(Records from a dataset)
----

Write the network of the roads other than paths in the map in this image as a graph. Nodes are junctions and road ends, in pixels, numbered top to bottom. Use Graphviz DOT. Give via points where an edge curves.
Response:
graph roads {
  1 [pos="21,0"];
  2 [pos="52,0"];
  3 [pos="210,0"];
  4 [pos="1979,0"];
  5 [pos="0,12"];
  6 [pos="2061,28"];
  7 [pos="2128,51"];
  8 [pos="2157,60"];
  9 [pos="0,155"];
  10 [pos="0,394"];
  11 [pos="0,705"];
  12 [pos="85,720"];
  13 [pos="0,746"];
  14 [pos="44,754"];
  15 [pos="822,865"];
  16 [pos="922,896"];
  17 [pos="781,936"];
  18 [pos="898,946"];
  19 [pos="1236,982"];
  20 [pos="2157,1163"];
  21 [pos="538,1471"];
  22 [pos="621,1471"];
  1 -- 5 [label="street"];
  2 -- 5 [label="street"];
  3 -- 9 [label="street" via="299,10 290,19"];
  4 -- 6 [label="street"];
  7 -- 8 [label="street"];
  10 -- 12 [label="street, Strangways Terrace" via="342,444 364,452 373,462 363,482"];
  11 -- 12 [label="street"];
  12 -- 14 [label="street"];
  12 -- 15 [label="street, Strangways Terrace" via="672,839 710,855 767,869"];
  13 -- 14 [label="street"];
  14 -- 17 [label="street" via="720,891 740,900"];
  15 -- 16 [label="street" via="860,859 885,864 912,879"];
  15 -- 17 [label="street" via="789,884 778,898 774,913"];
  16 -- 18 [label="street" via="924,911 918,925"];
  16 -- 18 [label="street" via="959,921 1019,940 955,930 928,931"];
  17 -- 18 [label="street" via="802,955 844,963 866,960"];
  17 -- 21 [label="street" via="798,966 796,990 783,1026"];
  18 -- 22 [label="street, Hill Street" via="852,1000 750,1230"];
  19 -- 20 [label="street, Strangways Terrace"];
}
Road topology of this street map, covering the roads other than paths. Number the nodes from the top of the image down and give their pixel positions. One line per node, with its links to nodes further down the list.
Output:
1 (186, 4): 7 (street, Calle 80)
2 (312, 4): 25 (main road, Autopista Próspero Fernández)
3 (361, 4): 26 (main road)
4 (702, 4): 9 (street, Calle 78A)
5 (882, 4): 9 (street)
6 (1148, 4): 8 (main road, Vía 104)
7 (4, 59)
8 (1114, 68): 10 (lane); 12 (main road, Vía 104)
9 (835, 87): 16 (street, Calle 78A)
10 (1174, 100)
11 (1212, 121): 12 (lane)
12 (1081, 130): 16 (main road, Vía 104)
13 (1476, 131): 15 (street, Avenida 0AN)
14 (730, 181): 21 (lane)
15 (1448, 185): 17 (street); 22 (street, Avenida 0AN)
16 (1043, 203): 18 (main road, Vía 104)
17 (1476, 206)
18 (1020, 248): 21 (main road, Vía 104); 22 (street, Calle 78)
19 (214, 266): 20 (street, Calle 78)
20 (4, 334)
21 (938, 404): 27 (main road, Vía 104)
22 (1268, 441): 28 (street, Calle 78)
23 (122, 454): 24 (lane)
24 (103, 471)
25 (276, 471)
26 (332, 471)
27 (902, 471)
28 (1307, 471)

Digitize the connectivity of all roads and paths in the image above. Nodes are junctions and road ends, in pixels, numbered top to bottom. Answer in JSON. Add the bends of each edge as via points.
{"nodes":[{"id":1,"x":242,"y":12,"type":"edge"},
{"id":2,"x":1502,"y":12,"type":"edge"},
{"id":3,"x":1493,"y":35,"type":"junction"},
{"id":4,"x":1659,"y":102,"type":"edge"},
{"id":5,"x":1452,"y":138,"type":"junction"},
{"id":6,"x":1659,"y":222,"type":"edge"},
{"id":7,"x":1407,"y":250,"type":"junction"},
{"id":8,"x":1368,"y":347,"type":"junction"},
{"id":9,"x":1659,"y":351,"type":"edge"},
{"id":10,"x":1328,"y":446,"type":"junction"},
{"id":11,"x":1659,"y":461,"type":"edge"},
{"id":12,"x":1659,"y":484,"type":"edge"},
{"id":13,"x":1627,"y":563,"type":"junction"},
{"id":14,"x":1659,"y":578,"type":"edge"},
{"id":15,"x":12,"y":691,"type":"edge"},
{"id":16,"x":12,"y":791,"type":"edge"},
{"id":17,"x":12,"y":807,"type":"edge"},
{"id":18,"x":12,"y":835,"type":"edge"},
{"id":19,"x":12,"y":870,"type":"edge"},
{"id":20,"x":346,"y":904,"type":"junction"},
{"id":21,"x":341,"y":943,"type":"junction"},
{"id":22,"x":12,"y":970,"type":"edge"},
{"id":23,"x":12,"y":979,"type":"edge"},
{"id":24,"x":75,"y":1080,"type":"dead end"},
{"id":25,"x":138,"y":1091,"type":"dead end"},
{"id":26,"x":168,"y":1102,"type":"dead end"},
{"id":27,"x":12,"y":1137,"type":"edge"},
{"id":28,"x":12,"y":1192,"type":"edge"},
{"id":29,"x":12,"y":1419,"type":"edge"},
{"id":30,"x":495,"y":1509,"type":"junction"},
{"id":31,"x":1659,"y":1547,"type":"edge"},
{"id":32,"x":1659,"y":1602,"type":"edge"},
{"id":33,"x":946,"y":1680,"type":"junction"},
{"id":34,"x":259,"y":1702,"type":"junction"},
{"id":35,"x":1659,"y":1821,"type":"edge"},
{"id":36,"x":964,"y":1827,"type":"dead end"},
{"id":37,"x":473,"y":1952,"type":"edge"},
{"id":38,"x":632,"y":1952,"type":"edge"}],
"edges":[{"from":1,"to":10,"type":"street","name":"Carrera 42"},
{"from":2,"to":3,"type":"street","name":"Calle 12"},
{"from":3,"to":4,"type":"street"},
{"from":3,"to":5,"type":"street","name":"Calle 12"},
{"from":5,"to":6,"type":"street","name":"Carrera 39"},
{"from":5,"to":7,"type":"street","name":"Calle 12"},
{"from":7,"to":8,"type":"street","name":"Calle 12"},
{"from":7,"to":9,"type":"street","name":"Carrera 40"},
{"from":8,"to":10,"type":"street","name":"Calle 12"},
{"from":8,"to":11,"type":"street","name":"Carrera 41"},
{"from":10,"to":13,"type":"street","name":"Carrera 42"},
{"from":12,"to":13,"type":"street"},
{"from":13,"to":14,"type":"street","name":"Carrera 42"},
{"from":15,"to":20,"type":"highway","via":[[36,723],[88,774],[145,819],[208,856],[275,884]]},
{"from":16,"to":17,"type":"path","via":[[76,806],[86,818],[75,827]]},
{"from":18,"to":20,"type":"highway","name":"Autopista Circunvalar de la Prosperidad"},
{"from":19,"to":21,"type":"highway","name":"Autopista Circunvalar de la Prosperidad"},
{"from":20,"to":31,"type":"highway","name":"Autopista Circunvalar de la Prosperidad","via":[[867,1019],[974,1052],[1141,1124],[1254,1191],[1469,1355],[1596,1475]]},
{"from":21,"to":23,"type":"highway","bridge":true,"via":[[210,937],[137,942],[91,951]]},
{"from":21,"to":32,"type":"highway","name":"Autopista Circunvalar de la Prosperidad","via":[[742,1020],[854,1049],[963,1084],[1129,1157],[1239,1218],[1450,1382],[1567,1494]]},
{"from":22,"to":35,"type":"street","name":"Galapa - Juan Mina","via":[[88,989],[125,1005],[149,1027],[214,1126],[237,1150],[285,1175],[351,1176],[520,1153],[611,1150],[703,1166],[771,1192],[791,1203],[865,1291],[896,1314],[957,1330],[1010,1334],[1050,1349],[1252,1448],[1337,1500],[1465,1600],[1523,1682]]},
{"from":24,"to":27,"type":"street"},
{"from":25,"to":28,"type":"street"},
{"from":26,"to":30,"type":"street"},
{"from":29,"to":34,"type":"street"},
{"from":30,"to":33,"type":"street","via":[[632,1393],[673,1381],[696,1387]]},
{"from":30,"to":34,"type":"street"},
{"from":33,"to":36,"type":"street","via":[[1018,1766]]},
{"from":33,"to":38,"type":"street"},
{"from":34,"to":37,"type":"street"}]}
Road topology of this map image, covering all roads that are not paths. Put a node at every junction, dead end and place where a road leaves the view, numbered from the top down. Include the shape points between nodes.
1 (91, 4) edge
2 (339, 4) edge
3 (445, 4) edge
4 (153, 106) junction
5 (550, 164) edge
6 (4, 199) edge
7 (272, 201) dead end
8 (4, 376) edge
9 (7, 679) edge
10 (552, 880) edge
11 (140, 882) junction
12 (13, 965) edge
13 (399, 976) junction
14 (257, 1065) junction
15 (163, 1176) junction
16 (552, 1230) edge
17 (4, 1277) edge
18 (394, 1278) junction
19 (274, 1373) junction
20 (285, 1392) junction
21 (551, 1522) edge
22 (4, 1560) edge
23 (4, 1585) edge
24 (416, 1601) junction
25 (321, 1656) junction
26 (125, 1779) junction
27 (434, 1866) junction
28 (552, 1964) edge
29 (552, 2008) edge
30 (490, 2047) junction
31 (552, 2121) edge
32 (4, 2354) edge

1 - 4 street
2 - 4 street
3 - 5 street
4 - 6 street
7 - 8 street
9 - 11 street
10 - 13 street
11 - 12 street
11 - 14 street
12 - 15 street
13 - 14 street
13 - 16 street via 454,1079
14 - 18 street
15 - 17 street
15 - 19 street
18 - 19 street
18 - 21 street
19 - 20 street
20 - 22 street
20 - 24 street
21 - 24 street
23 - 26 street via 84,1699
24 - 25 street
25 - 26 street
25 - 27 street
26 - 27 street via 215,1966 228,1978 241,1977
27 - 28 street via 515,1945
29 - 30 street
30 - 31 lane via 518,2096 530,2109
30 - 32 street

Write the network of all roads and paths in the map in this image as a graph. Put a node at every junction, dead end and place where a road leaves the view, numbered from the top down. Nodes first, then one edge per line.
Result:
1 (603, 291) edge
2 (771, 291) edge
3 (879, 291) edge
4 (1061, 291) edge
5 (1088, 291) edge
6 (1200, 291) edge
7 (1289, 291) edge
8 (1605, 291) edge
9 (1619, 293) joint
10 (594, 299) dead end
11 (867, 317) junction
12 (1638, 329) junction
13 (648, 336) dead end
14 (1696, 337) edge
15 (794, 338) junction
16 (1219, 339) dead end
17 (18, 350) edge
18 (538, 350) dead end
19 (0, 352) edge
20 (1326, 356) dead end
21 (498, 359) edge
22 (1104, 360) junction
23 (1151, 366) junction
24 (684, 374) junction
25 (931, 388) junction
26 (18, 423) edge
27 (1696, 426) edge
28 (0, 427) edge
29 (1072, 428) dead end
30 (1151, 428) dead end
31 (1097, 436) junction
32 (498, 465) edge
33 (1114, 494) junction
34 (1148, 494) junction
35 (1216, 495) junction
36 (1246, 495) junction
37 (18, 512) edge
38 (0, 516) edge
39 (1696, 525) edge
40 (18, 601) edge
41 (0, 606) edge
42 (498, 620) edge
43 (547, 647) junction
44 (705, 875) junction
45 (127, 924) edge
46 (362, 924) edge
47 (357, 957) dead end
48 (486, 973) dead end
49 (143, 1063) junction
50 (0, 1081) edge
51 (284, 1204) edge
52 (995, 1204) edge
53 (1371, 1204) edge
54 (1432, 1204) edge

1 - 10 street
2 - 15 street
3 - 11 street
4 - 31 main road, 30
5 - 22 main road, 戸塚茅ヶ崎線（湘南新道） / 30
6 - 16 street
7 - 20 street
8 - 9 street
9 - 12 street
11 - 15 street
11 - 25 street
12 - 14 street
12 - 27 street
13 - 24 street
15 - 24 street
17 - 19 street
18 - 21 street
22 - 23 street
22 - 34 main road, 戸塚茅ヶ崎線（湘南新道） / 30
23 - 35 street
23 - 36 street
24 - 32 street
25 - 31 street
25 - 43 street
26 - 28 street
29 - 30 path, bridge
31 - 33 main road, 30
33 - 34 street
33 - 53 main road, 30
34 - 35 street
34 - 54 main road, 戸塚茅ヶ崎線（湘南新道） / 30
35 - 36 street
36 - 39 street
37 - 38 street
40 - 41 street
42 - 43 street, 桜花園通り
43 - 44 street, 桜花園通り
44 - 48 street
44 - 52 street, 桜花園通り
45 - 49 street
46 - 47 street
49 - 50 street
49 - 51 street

----

### Assigned task
The answer must consist of every line from the entries above that contains "Carrera".

### Exercise result
"edges":[{"from":1,"to":10,"type":"street","name":"Carrera 42"},
{"from":5,"to":6,"type":"street","name":"Carrera 39"},
{"from":7,"to":9,"type":"street","name":"Carrera 40"},
{"from":8,"to":11,"type":"street","name":"Carrera 41"},
{"from":10,"to":13,"type":"street","name":"Carrera 42"},
{"from":13,"to":14,"type":"street","name":"Carrera 42"},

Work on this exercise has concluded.